Hay símbolos que nacieron como publicidad y terminaron convertidos en memoria colectiva. La Chiquitibum es uno de ellos. Su regreso, en colaboración con Carta Blanca, toca una fibra muy mexicana: esa mezcla entre celebración, fútbol, reunión familiar y ruido compartido que se activa cada vez que el país entra en mood mundialista.
La colección limitada inspirada en 1986 recupera una estética reconocible, pero no cae en el museo. En la página oficial de la colaboración se presenta como una venta por tiempo limitado, con 1,986 piezas disponibles por diseño, una referencia directa al año que marcó el imaginario futbolero nacional.
El regreso también se vive en físico. El Pop Up ATLETICA en CDMX estará disponible del 18 de junio al 4 de agosto de 2026, de lunes a domingo, de 11:00 a 20:00 horas, en Tonalá 97, Roma Norte. Más allá de la dirección, el formato importa porque convierte el lanzamiento en una experiencia urbana: ir, tocar, probar, ver cómo se comporta la pieza fuera de la pantalla.

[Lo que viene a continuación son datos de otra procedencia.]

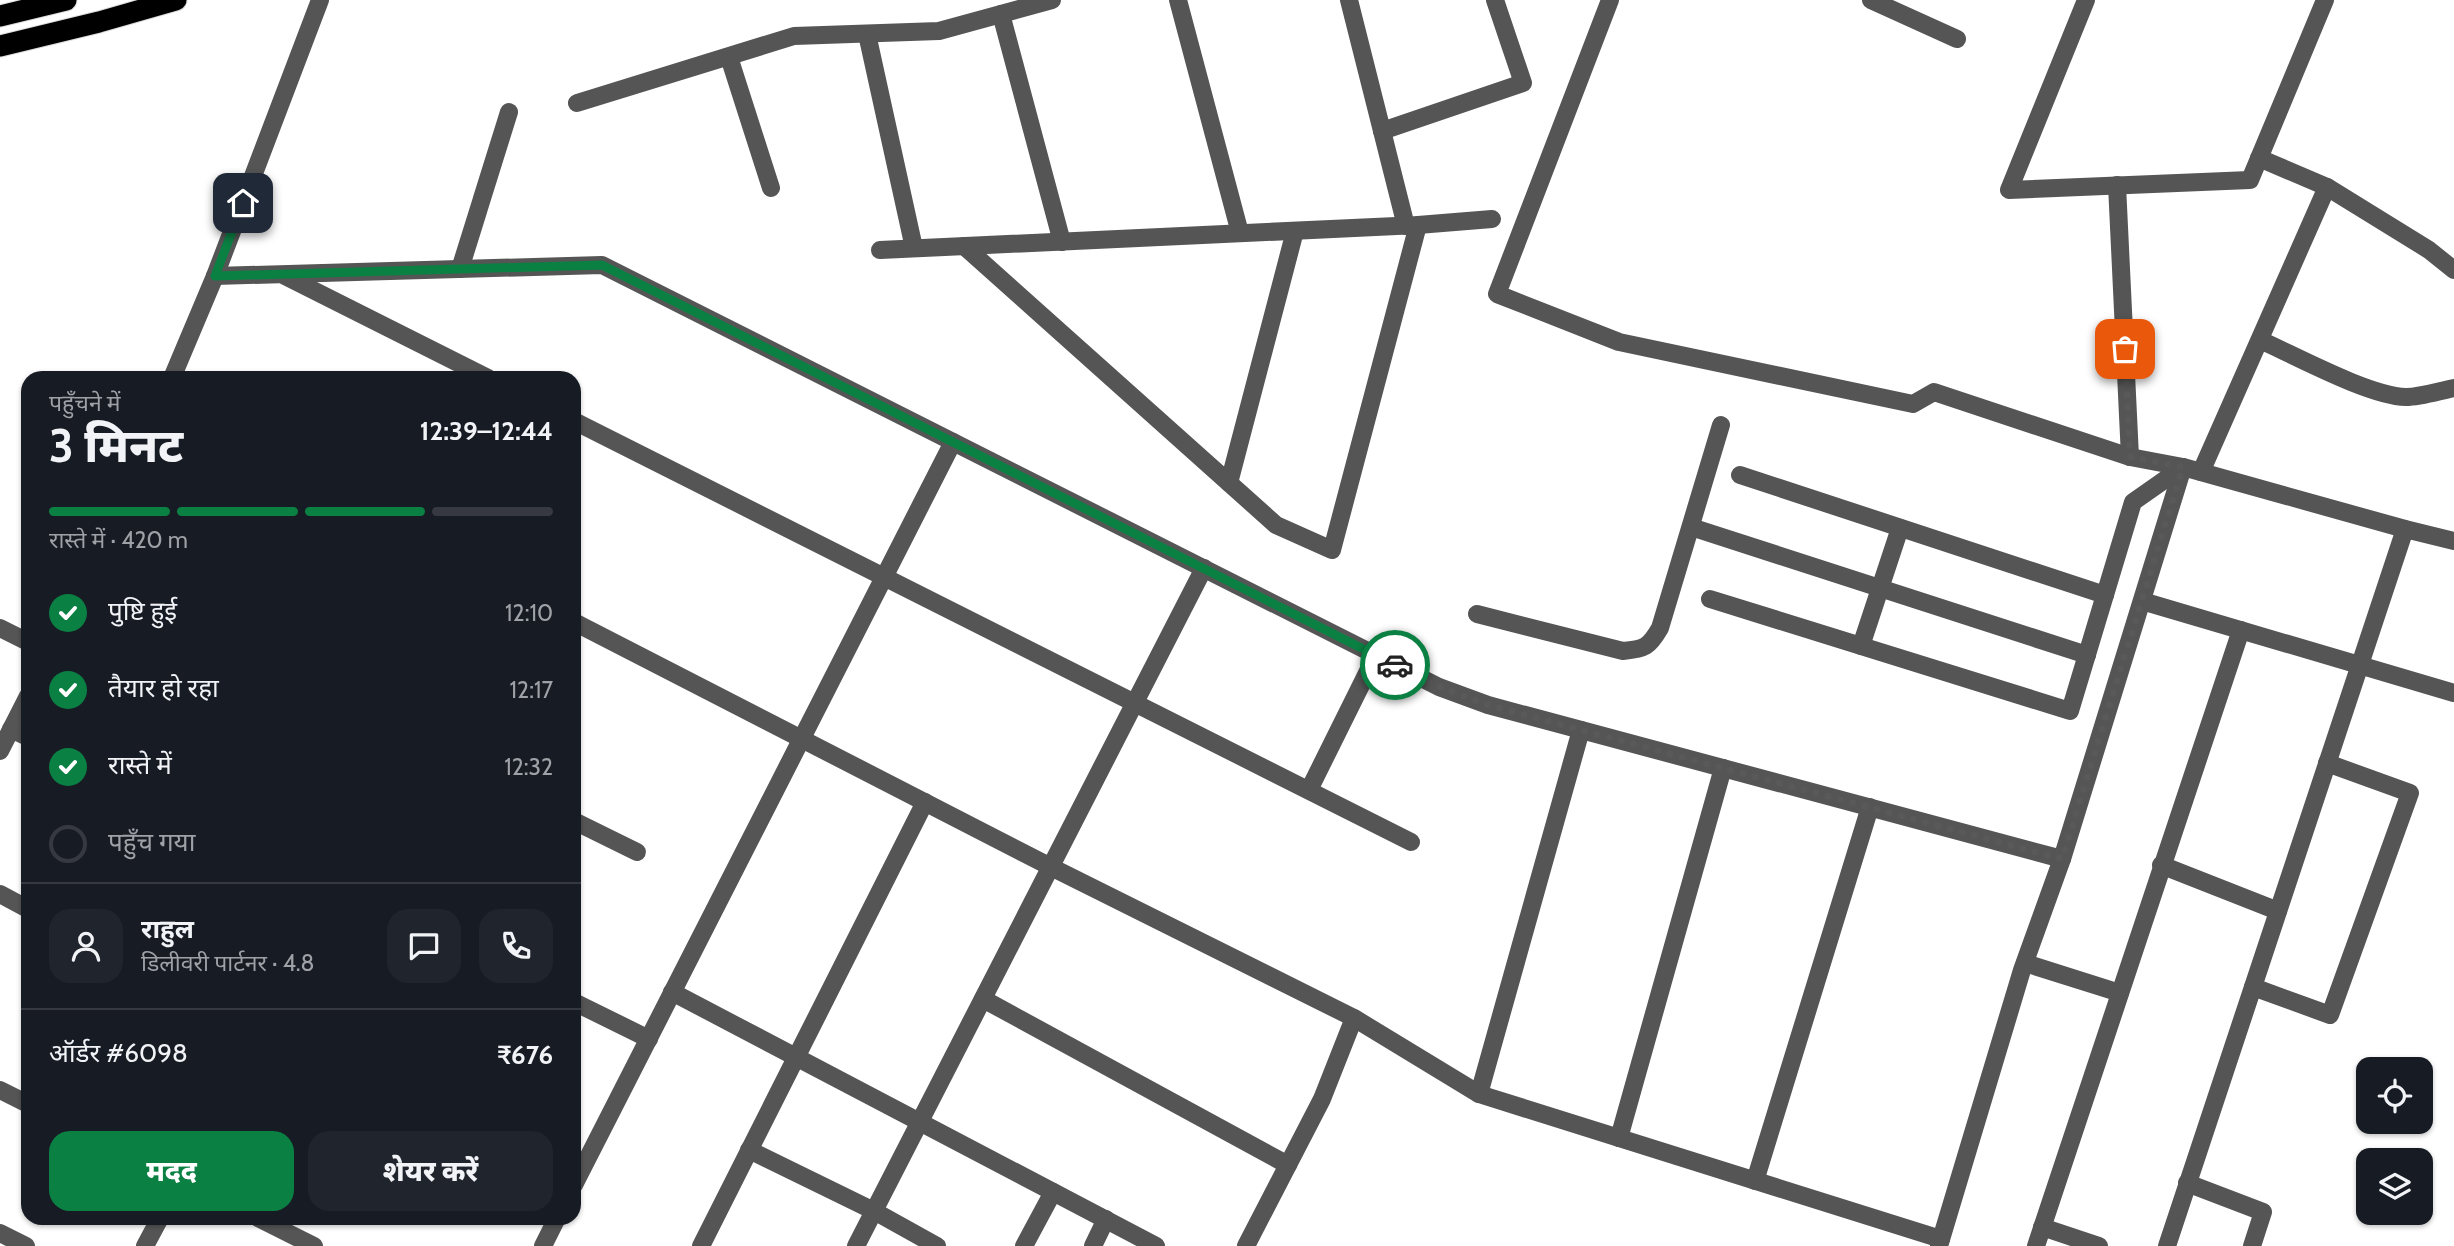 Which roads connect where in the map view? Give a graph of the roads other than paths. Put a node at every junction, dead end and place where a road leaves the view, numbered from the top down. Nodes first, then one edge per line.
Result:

En tiempos donde casi todo se descubre por scroll, el pop-up recupera algo básico: la emoción de llegar a un lugar con intención. Ver gente formada, escuchar comentarios al vuelo, notar qué piezas llaman más la atención, detectar cómo alguien combina un jersey con su propio estilo. Esa información no aparece en una ficha de producto, pero define el deseo.
La Roma Norte, con su mezcla de cafés, tiendas, galerías, bicicletas, perros, sneakers y gente que parece vestida para una foto sin admitirlo, funciona como escenario natural para esta etapa. El fútbol sale del estadio y entra al circuito de la cultura contemporánea. No pierde intensidad; cambia de código.
El reto será sostener esa energía más allá del hype inicial. Porque relanzar una leyenda siempre tiene impacto; convertirla otra vez en parte real de la conversación exige consistencia, diseño, sensibilidad y una lectura fina del país. Por ahora, el regreso se siente oportuno: justo cuando el jersey volvió a ponerse de moda, México necesitaba recordar que algunas de sus piezas más potentes no nacen de copiar tendencias globales, sino de mirar su propio archivo con mejores ojos.

Atletica vuelve en un momento donde el fútbol ya no solo se juega: se viste, se colecciona, se discute y se lleva como una extensión de la memoria. Y cuando una prenda logra activar todo eso, deja de ser solo uniforme. Se convierte en una forma de volver a pertenecer.